§ Try it
Return, from the listing below, each line where the word "Canneto" appears.

*** Block opens ***

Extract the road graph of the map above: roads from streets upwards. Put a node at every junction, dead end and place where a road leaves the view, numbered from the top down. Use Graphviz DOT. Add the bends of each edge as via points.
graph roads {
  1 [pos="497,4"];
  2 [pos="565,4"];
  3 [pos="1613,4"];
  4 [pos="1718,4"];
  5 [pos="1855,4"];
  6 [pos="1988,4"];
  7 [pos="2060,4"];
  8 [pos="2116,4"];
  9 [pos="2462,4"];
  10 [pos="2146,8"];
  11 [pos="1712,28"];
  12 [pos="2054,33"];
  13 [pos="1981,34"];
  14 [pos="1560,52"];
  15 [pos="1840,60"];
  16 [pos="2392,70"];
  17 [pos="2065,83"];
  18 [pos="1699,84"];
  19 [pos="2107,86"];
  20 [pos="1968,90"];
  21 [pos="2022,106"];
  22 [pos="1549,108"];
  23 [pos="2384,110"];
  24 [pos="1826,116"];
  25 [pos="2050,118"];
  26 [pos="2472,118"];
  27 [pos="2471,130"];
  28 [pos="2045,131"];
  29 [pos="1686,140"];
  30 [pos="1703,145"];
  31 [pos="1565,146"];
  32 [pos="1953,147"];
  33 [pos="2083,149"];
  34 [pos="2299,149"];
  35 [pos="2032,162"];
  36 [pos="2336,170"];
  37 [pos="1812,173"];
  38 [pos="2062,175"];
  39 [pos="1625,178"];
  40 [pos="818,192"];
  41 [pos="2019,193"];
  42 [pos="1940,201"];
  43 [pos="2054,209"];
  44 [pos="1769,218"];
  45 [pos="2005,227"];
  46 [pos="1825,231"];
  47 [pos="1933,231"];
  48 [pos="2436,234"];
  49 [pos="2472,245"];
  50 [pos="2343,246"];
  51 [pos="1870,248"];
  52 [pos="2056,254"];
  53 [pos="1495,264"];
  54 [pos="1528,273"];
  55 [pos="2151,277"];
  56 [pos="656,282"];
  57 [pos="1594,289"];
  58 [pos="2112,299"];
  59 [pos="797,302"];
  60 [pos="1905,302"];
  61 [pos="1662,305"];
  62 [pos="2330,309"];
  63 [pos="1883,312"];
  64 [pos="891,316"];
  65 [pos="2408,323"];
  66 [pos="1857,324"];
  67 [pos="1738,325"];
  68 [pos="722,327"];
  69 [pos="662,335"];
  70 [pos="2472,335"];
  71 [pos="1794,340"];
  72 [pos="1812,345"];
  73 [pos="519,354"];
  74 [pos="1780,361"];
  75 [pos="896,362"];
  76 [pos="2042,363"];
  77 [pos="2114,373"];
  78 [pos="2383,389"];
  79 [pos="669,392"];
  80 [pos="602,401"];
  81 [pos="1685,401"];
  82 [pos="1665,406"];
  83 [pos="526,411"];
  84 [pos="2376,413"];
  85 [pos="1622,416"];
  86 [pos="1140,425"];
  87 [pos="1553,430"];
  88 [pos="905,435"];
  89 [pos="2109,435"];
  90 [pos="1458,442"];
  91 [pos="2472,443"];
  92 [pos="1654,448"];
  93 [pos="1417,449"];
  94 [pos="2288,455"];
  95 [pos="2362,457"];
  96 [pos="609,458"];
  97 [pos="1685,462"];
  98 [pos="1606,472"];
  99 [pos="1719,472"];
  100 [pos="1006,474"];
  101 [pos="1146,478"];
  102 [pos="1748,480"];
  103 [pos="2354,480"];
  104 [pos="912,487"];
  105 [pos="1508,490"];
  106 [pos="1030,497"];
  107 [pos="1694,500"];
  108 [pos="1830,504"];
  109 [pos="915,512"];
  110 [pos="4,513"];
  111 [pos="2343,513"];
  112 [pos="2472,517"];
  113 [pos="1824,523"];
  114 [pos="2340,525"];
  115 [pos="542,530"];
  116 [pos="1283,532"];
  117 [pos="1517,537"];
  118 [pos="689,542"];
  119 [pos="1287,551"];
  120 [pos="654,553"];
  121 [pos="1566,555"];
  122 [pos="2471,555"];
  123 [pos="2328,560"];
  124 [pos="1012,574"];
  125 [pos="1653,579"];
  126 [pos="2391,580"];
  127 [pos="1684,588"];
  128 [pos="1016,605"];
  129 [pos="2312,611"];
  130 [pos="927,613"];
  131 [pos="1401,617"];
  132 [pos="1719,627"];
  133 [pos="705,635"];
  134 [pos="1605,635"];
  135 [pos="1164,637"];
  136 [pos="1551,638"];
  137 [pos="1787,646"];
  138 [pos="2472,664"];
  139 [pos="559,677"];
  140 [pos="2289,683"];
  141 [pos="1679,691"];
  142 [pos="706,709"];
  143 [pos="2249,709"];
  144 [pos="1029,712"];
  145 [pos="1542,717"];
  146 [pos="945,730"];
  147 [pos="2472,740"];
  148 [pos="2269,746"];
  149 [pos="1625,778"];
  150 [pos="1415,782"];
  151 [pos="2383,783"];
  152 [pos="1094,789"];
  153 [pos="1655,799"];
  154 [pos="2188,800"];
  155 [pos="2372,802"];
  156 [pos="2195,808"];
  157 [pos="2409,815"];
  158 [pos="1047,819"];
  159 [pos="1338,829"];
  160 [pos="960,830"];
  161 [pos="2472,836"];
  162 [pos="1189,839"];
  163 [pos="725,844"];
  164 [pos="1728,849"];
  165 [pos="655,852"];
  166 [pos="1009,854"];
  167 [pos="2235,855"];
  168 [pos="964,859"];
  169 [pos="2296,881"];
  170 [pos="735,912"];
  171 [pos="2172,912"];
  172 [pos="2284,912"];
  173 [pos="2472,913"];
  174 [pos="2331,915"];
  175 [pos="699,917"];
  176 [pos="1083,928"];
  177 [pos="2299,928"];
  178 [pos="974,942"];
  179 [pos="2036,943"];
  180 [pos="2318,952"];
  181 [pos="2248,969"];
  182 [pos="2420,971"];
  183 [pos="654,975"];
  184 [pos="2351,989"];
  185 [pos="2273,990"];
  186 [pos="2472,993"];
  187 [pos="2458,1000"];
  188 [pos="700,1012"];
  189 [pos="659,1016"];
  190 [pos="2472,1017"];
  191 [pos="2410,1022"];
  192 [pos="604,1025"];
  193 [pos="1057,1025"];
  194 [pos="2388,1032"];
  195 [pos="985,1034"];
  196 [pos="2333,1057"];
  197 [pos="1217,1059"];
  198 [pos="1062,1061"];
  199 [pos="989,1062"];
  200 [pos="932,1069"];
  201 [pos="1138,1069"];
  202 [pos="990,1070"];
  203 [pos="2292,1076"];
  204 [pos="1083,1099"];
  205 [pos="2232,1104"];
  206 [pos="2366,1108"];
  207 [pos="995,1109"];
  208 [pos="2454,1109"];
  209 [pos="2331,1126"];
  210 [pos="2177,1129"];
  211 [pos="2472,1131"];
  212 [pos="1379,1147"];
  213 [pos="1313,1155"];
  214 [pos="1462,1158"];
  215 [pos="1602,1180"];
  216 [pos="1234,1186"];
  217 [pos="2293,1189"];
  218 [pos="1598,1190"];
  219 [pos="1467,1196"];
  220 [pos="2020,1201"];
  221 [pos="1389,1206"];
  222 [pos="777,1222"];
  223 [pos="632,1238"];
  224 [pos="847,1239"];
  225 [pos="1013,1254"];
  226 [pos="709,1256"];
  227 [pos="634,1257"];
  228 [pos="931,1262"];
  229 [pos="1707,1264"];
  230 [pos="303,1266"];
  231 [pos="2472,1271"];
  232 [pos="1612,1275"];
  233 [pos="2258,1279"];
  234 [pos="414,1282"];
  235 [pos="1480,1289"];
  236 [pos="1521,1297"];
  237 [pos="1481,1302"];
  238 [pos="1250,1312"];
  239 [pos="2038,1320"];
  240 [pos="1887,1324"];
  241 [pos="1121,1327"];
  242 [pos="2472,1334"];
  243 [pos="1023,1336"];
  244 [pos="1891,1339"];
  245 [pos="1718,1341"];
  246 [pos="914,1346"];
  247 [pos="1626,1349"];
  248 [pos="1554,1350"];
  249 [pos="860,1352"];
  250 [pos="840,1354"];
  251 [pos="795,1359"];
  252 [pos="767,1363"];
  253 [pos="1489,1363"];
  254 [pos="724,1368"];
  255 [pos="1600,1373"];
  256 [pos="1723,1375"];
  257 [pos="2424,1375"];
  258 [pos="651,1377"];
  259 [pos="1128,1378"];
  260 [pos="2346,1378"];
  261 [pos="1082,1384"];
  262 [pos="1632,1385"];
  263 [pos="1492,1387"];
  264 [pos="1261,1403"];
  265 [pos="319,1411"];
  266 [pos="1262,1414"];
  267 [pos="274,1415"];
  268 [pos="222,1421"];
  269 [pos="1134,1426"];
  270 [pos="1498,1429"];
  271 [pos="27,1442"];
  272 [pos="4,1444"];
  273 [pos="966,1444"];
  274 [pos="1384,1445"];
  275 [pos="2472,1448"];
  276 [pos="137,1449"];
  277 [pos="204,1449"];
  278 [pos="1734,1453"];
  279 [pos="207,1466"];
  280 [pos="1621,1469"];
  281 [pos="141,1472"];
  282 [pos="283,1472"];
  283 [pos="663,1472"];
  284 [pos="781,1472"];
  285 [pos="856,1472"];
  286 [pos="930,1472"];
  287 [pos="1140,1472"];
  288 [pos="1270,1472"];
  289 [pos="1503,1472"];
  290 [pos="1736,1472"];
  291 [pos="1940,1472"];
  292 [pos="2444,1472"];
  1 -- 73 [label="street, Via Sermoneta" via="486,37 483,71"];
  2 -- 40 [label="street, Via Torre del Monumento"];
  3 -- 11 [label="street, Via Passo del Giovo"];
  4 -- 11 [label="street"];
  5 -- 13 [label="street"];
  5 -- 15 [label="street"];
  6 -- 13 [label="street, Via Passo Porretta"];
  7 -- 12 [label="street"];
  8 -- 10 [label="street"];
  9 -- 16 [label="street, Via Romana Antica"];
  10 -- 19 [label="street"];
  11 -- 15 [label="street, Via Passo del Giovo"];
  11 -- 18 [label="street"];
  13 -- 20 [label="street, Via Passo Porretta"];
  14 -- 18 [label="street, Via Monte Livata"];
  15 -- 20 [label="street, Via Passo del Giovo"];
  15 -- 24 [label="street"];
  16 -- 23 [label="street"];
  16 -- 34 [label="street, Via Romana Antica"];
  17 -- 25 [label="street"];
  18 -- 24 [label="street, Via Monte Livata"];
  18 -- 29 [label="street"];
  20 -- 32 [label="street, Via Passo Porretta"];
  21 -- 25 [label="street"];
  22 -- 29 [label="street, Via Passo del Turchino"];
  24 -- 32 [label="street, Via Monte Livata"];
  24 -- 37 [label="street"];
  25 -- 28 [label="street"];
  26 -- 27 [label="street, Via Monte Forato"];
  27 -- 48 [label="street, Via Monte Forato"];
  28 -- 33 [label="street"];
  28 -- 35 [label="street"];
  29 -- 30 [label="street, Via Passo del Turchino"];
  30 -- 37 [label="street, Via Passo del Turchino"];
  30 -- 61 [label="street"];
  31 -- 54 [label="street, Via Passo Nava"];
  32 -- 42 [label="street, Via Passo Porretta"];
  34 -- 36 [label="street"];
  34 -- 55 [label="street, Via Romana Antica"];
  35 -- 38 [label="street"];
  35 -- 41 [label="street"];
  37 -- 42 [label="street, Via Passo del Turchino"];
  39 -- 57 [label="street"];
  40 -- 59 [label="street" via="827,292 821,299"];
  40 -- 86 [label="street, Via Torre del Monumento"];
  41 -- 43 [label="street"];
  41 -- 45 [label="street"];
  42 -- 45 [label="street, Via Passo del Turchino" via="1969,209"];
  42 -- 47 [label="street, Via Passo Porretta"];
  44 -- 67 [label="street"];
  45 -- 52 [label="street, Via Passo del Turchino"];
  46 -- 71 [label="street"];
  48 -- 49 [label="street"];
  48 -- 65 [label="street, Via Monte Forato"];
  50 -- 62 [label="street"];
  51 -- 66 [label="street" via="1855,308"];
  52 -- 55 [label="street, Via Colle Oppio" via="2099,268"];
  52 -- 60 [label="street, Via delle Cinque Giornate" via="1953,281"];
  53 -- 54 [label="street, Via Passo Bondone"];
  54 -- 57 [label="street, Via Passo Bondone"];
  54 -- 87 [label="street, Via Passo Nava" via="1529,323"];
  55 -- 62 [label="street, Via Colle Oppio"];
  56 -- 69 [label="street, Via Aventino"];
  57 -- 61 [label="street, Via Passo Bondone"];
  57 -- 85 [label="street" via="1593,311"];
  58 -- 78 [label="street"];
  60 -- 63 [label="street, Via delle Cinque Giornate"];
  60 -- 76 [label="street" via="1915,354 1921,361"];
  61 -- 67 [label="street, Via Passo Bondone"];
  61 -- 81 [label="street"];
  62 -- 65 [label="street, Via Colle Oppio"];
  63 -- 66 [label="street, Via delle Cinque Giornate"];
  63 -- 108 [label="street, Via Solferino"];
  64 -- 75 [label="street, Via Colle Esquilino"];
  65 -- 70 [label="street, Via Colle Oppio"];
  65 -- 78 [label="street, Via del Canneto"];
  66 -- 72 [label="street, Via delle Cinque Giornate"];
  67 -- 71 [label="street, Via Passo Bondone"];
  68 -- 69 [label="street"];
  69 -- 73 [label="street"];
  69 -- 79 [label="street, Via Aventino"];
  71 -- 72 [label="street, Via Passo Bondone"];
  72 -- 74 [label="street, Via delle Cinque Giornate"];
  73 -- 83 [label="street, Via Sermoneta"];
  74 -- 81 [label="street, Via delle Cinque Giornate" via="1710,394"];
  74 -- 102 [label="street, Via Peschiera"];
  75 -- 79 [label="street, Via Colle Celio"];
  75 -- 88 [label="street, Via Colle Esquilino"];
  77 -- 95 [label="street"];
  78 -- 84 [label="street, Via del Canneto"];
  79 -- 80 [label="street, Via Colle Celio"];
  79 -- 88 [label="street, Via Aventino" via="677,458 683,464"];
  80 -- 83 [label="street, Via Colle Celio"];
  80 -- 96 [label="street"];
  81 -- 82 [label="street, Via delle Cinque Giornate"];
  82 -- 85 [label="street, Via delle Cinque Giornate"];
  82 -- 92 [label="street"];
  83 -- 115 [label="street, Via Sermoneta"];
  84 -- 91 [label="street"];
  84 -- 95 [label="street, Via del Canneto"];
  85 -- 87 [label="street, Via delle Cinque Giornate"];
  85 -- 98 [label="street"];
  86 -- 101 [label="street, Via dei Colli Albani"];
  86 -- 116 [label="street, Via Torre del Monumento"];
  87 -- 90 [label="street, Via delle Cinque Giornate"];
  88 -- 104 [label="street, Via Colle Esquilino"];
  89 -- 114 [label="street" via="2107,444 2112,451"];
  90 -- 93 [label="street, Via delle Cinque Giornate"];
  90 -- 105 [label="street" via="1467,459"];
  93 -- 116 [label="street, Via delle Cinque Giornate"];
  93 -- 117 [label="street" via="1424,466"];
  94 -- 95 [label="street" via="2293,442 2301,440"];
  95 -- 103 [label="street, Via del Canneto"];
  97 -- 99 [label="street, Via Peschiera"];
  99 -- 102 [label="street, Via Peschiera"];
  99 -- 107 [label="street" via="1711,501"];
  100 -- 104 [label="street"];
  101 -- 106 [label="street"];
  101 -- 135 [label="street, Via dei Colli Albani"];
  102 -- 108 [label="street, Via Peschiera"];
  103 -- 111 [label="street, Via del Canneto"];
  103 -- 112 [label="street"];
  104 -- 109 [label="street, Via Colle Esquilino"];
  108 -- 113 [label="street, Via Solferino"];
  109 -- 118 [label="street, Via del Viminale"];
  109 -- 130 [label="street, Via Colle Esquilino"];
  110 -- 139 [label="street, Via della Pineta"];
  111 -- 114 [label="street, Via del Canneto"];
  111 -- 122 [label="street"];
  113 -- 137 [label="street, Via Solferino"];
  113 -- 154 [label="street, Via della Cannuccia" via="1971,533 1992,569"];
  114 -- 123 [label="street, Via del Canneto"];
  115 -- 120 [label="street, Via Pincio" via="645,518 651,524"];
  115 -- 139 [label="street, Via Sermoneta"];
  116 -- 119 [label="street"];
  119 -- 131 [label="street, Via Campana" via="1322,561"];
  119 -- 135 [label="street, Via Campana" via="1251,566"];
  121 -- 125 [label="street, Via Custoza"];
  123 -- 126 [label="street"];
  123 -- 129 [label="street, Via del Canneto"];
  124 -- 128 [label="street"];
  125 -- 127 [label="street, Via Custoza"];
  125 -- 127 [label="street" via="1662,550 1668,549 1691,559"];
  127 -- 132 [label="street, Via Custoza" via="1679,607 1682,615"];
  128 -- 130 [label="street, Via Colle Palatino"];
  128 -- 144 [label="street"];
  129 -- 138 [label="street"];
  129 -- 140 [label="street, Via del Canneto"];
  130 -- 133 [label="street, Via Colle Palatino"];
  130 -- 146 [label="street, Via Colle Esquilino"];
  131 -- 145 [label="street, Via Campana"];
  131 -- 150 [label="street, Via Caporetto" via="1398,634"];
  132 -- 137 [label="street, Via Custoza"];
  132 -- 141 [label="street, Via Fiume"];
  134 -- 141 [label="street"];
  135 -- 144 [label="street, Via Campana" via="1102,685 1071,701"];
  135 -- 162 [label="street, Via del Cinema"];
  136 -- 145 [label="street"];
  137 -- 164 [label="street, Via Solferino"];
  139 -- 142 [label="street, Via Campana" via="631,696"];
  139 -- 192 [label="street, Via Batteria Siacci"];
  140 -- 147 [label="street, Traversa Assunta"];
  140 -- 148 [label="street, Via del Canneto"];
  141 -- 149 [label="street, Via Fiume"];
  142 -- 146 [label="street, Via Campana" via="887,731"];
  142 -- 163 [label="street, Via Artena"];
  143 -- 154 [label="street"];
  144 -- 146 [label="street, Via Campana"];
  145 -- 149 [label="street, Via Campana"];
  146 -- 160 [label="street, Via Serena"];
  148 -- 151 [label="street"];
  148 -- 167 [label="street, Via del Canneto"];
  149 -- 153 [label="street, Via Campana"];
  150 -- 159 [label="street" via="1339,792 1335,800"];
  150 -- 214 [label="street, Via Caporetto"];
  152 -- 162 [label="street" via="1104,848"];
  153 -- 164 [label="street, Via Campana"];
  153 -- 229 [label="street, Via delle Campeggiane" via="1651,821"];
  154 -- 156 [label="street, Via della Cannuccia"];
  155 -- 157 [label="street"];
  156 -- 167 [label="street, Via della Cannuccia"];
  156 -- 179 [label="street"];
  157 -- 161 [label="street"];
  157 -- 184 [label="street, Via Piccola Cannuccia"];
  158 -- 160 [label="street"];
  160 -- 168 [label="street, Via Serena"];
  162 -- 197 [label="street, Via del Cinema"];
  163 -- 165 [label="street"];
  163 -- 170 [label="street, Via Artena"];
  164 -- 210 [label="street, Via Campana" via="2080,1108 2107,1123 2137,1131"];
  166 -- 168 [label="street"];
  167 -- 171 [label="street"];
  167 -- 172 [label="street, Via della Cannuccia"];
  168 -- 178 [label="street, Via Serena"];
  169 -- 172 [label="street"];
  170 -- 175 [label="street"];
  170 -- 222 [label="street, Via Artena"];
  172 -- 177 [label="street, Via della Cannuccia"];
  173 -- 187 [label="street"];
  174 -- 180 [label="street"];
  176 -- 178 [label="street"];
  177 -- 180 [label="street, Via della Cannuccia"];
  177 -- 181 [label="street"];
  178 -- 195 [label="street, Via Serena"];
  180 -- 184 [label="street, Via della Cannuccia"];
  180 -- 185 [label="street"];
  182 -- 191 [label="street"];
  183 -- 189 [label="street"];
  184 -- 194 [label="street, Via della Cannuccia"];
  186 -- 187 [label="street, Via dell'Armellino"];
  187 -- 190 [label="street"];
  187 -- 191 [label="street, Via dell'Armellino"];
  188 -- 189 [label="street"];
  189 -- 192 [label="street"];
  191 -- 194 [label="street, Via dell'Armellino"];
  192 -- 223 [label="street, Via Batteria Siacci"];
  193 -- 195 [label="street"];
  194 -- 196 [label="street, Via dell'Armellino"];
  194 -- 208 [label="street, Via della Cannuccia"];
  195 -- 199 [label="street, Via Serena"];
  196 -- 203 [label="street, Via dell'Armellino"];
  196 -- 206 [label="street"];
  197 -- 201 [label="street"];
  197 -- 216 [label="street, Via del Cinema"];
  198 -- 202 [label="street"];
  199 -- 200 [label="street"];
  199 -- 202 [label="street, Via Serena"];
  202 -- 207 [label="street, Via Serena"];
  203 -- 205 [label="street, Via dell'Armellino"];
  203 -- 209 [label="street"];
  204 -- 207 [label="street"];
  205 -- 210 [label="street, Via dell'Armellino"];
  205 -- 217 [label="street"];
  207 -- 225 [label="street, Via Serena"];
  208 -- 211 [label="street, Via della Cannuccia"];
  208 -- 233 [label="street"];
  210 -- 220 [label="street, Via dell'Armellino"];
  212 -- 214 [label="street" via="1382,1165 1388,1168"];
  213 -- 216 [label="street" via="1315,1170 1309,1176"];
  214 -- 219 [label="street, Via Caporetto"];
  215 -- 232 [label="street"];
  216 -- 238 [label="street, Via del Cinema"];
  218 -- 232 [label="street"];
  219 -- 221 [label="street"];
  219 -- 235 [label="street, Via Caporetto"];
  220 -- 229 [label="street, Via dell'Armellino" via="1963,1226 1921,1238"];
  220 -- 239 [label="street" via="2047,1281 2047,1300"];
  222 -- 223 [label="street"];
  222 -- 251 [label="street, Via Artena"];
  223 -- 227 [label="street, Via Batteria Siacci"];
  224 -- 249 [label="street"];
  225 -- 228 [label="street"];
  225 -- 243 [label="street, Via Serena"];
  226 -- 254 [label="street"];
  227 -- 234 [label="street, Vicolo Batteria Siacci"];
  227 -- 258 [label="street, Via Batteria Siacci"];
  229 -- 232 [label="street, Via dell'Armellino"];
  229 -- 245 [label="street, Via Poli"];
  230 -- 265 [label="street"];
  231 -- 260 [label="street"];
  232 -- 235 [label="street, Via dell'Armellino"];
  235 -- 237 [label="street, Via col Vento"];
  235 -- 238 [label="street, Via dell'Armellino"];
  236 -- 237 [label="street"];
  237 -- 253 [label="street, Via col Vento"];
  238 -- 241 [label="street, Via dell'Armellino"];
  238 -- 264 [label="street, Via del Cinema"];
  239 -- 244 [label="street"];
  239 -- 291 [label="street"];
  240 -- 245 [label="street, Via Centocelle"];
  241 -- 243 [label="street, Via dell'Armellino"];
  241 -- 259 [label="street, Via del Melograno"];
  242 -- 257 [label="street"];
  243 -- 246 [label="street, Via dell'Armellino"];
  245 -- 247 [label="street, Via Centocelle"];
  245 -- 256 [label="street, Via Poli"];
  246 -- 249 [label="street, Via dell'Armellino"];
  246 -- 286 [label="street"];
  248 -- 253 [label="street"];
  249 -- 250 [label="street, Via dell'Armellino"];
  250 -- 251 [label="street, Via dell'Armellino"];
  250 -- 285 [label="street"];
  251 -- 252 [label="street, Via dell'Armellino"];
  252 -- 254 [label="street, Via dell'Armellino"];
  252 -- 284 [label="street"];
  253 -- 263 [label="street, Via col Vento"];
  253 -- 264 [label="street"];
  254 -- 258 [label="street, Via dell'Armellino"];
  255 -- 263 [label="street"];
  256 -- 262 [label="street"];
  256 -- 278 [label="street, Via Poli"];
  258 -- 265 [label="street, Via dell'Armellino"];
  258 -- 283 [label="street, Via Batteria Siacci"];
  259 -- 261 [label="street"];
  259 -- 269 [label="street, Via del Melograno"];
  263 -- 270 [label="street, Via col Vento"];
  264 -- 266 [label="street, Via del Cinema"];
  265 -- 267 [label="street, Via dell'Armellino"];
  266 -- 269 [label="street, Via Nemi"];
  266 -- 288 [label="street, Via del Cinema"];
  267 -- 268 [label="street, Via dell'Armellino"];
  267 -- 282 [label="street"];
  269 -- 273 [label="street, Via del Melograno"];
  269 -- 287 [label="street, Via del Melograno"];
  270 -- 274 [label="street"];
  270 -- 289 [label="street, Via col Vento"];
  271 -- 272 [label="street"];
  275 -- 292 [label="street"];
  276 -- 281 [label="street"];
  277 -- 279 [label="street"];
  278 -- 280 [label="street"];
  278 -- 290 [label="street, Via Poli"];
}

*** Block closes ***

§ Written answer
  65 -- 78 [label="street, Via del Canneto"];
  78 -- 84 [label="street, Via del Canneto"];
  84 -- 95 [label="street, Via del Canneto"];
  95 -- 103 [label="street, Via del Canneto"];
  103 -- 111 [label="street, Via del Canneto"];
  111 -- 114 [label="street, Via del Canneto"];
  114 -- 123 [label="street, Via del Canneto"];
  123 -- 129 [label="street, Via del Canneto"];
  129 -- 140 [label="street, Via del Canneto"];
  140 -- 148 [label="street, Via del Canneto"];
  148 -- 167 [label="street, Via del Canneto"];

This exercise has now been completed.